• Supplied material:
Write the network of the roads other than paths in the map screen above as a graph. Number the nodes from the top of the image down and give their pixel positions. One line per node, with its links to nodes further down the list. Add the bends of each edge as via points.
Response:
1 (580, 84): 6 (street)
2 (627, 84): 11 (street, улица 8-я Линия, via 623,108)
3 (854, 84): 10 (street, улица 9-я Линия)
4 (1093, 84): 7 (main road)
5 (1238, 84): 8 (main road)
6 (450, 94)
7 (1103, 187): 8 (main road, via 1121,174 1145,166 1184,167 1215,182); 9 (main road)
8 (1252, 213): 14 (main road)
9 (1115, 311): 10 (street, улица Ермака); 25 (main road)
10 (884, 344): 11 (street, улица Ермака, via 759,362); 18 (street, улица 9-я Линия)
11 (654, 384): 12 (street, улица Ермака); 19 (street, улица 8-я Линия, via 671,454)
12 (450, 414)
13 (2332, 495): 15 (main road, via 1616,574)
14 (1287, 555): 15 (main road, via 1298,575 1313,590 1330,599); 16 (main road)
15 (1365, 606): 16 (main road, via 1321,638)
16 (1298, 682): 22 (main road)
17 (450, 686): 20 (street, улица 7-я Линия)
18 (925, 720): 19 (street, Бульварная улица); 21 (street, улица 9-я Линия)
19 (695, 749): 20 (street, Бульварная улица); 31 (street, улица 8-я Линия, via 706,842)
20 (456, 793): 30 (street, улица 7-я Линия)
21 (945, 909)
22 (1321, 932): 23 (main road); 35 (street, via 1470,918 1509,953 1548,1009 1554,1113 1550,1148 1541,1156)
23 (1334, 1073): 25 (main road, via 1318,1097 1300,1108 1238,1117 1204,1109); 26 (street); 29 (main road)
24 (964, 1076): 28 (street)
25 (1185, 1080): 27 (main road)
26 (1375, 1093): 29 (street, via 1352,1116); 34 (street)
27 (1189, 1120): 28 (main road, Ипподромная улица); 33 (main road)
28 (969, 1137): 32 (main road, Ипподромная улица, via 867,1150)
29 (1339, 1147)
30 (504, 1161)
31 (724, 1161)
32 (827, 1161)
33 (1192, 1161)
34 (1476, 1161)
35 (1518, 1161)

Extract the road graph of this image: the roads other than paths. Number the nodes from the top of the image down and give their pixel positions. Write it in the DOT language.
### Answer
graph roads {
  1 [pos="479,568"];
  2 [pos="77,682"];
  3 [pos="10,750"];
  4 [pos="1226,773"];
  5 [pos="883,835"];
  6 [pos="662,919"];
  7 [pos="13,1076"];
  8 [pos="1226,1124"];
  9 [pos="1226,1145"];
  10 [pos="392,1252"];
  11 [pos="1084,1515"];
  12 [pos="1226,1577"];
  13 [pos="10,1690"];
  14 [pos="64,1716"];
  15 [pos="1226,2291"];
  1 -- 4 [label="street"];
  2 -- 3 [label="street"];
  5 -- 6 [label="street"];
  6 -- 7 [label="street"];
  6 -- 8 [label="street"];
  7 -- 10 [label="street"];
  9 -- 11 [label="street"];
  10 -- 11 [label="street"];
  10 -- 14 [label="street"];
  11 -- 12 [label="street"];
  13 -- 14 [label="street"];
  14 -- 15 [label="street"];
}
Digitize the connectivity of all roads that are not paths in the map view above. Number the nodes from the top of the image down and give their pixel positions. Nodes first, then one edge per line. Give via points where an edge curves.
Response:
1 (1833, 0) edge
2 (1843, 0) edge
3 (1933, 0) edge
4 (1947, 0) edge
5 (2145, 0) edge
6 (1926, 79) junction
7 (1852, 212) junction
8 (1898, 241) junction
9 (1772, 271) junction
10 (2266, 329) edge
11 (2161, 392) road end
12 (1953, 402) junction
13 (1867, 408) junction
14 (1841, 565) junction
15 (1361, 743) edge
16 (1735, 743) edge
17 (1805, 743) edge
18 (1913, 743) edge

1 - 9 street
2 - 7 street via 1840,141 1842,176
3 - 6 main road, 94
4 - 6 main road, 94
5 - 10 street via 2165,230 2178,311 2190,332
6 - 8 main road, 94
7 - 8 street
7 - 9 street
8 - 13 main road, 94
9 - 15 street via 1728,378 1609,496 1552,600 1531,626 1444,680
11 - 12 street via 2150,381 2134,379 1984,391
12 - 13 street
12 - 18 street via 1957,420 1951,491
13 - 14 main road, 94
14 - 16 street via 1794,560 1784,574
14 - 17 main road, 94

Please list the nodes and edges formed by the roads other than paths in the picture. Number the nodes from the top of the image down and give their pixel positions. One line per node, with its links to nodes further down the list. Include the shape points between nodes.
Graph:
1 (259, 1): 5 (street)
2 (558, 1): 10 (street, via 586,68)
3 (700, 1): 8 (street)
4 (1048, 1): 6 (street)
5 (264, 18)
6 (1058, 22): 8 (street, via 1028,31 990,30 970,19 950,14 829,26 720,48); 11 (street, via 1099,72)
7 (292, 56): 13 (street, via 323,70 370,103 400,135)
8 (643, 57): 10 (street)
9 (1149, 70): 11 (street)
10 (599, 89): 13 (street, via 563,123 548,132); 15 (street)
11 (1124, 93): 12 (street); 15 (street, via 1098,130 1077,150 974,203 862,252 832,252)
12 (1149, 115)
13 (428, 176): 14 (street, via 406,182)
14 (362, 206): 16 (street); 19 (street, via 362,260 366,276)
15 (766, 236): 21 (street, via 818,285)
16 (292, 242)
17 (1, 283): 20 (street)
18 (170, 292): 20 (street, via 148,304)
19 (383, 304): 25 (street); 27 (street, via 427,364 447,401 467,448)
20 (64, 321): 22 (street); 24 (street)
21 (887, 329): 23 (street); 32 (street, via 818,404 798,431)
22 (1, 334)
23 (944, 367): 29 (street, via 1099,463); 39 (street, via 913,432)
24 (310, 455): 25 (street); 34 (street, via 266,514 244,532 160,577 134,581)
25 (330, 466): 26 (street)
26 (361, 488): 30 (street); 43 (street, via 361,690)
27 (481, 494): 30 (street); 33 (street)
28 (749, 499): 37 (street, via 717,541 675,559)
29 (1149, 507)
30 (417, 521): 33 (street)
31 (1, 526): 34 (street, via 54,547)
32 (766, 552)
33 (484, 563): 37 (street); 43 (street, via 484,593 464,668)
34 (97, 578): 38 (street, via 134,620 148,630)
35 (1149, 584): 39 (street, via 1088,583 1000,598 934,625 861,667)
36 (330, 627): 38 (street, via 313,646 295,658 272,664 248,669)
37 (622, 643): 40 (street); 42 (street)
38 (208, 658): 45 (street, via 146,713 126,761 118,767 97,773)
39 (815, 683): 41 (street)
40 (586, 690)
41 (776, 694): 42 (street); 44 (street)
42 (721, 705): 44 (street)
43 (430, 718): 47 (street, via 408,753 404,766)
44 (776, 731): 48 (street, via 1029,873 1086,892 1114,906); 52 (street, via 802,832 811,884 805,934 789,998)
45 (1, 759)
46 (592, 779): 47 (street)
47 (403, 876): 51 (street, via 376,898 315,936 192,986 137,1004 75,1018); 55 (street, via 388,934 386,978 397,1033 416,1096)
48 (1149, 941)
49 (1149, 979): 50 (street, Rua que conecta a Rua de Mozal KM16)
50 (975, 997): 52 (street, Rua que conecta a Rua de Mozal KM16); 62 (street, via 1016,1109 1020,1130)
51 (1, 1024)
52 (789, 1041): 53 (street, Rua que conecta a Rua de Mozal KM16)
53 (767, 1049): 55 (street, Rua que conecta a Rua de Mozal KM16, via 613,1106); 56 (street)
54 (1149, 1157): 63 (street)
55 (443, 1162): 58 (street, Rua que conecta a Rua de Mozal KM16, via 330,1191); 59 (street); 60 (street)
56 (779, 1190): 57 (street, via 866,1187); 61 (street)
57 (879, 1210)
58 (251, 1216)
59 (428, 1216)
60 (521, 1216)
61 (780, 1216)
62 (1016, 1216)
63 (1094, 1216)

• Exercise details: Your answer should be a single number: the count of lines in the entries that contain the word "from".

• Output of the exercise: 4